May 2005 | Letters from Readers

And Another Thing... Dyer Suspicions

Wayne Dyer’s outgoing phone message says he “wants to feel good,” but he also notes in your 1/05 interview with him (“Father of Intention”) that the best cure for depression is service to others. Sounds right to me. But service, as many revered teachers have understood it, involves sacrifices in pursuit of higher goals—and no, spending time writing “self-help” books to promote and enrich oneself probably doesn’t count. So I have a question for Dyer, if you can catch him in-between tennis games at his “picture book” Hawaiian hideaway: Given the amount of suffering, hunger, environmental degradation and millions of orphans in this world of ours, how many of his EIGHT children are adopted? If it’s at least, say, five of them, well right on, Wayne. But if not, he’s a one-man ecological and ethical disaster who maybe should do a little more reality-based reading than books by Carlos Castaneda. Intention is indeed important—although Dyer’s hardly the “father” of that (ever hear of Buddhism?)—but as the saying goes, actions speak louder than words.
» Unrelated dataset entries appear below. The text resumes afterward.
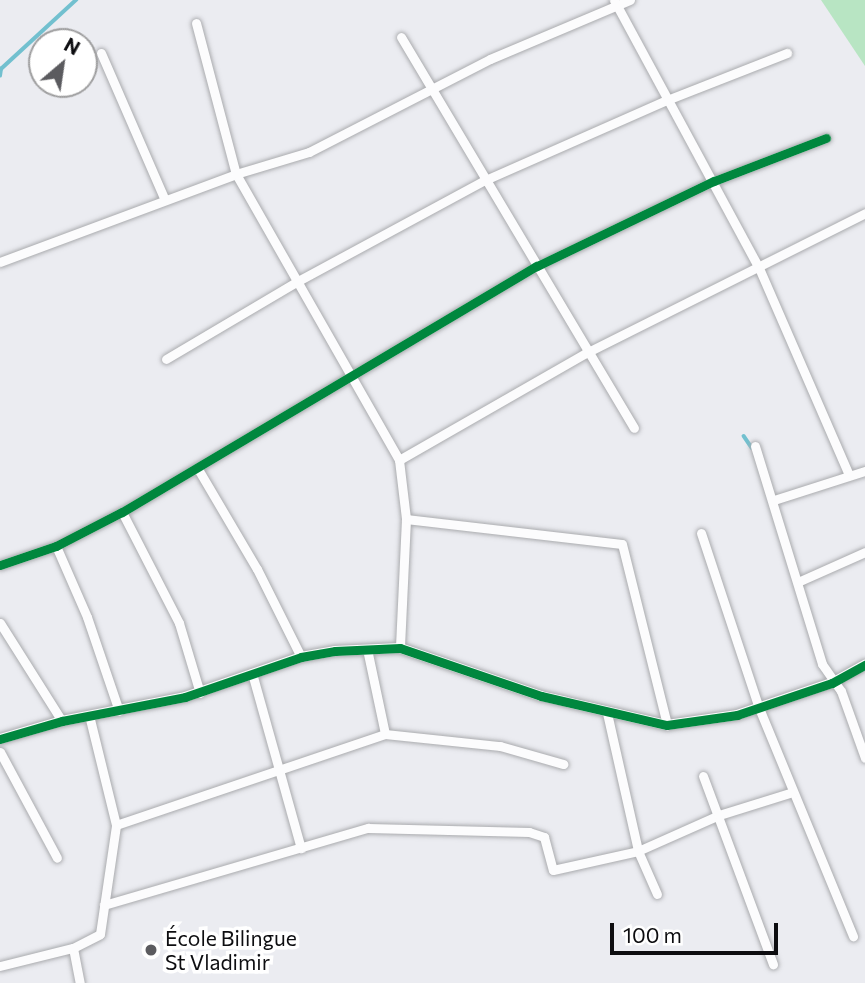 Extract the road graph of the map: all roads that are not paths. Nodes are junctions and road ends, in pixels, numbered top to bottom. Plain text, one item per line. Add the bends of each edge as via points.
1 (630, 0) edge
2 (616, 3) edge
3 (196, 23) dead end
4 (401, 37) dead end
5 (101, 53) dead end
6 (788, 53) dead end
7 (434, 89) junction
8 (667, 100) junction
9 (826, 138) dead end
10 (236, 174) junction
11 (483, 181) junction
12 (714, 181) junction
13 (165, 200) junction
14 (865, 213) edge
15 (0, 262) edge
16 (537, 267) junction
17 (759, 268) junction
18 (298, 281) junction
19 (586, 353) junction
20 (166, 359) dead end
21 (351, 373) junction
22 (634, 428) dead end
23 (755, 446) dead end
24 (399, 460) junction
25 (198, 469) junction
26 (865, 471) edge
27 (849, 475) junction
28 (774, 500) junction
29 (122, 512) junction
30 (406, 519) junction
31 (701, 533) dead end
32 (56, 546) junction
33 (865, 552) edge
34 (0, 565) edge
35 (800, 581) junction
36 (0, 623) edge
37 (400, 648) junction
38 (367, 649) junction
39 (301, 657) junction
40 (865, 665) edge
41 (252, 673) junction
42 (832, 683) junction
43 (201, 693) junction
44 (759, 708) junction
45 (119, 710) junction
46 (607, 713) junction
47 (89, 715) junction
48 (62, 721) junction
49 (667, 725) junction
50 (385, 734) junction
51 (0, 739) edge
52 (0, 752) edge
53 (865, 758) edge
54 (563, 764) dead end
55 (280, 771) junction
56 (703, 776) dead end
57 (793, 792) junction
58 (719, 815) junction
59 (116, 825) junction
60 (301, 848) junction
61 (638, 851) junction
62 (57, 858) dead end
63 (657, 894) dead end
64 (104, 905) junction
65 (853, 936) dead end
66 (73, 948) junction
67 (774, 964) dead end
68 (0, 966) edge
69 (80, 983) edge

1 - 2 street
2 - 7 street
2 - 8 street
3 - 10 street
4 - 7 street
5 - 13 street
6 - 8 street
7 - 10 street via 309,152
7 - 11 street
8 - 11 street
8 - 12 street
9 - 12 street
10 - 13 street
10 - 18 street
11 - 16 street
11 - 18 street
12 - 16 street
12 - 17 street
13 - 15 street
14 - 17 street
16 - 19 street
16 - 21 street
17 - 19 street
17 - 27 street
18 - 20 street
18 - 21 street
19 - 22 street
19 - 24 street
21 - 24 street
21 - 25 street
23 - 28 street
24 - 30 street
25 - 29 street
25 - 39 street via 257,569
26 - 27 street
27 - 28 street
28 - 35 street via 782,540
29 - 32 street
29 - 43 street via 179,624
30 - 37 street
30 - 49 street via 622,544
31 - 44 street
32 - 34 street
32 - 45 street
33 - 35 street
35 - 42 street via 822,664
36 - 48 street
37 - 38 street
37 - 46 street via 527,692
38 - 39 street
38 - 50 street
39 - 41 street
40 - 42 street
41 - 43 street
41 - 55 street
42 - 44 street
42 - 53 street via 841,691
43 - 45 street
44 - 49 street via 715,721
44 - 57 street
45 - 47 street
46 - 49 street
46 - 61 street
47 - 48 street
47 - 59 street
48 - 51 street
50 - 54 street via 500,746
50 - 55 street
52 - 62 street
55 - 59 street
55 - 60 street
56 - 58 street
57 - 58 street
57 - 65 street
58 - 61 street
58 - 67 street
59 - 64 street
60 - 61 street via 352,830 432,826 539,834 544,837 553,870
60 - 64 street
61 - 63 street
64 - 66 street via 97,938
66 - 68 street
66 - 69 street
I’d also maybe like to ask him how much he’s volunteered his time to others, how much of his income goes to charity, if he’s considered using his publishing clout to insist on recycled paper for his books, and... On second thought, Dyer would probably just say I’m being negative, or judgmental, or even trying to make him feel bad. Never mind.
—Steve Heilig, San Francisco


Bari Book a Hatchet Job

It is amazing how eager people are to tear down anyone who becomes a movement icon. Jim Motavilli seems to get perverse pleasure from lending credence to Kate Coleman’s poorly written book, The Secret Wars of Judi Bari (Dragonfly Review, 3/05). Motavilli manages, in a few paragraphs, to perpetuate more distortions about Bari and Earth First! than can be addressed in one letter.

The most unfortunate distortion is the claim that Bari neglected her environmental work to focus on her suit against the government after the bombing that nearly took her life. The truth is that Bari divided the last years of her life between the lawsuit and her environmental work. She undertook the long, grueling lawsuit (that eventually succeeded in proving the FBI had violated her civil rights) because she saw the implications for future generations of activists if she let this outrage stand. Meanwhile, Bari continued to organize protests and travel to speak on her ever-evolving philosophy of how to effectively oppose corporate destruction of forest and wildlife habitat. She did it with grace and humor and without bitterness; in the process she enriched the lives of many.

To see her now defiled in this right-wing-supported hatchet job [Colman’s publisher, Encounter Books, specializes in titles that critique the left—ed.] and to see the progressive press along for the ride is sad and shameful. It seems movement personalities must be either flawless or overthrown. As one who knew and worked with Judi Bari, I can say she was not a saint but a truly effective and uncompromising defender of the Earth. No time was spent in the review to debunk any of Coleman’s errors and falsehoods. For a detailed list of those errors, see www.colmanhoax.com.
—Mokai, Earthworm Records, San Francisco


And the Writer Went On for Three More Pages...
(Execerpted as written)

I used to recommend your magazine and pick up extra issues to give to people who in my opinion needed to be “enlightened” now... after a couple of months away, i pick your new issue which has a “babe” in the cover (3/05 Eco Couture), to find inside articles on soldiers defecting and uninformed ignorant women discussing or telling us how to opine on politics... to a magazine that doesn’t even promotes vegetarianism, because oh well we must let people make their own choices, we do not want to offend anyone...this is an ironic change...your leftist leaning is now impossible to conceal...we’ll i am a vegetarian for 26 years and an environmentalist for 20...i am an active animal activist and volunteer to cook for homeless people among many things to actively HELP THOSE IN NEED... in THIS country... so, i am not a NEO NAZI or any of the ridiculous nick names the LEFTIST biased children of pot smoking drug experimenting hippies and the media like to call President Bush and people who are promoting of family, god and moral values.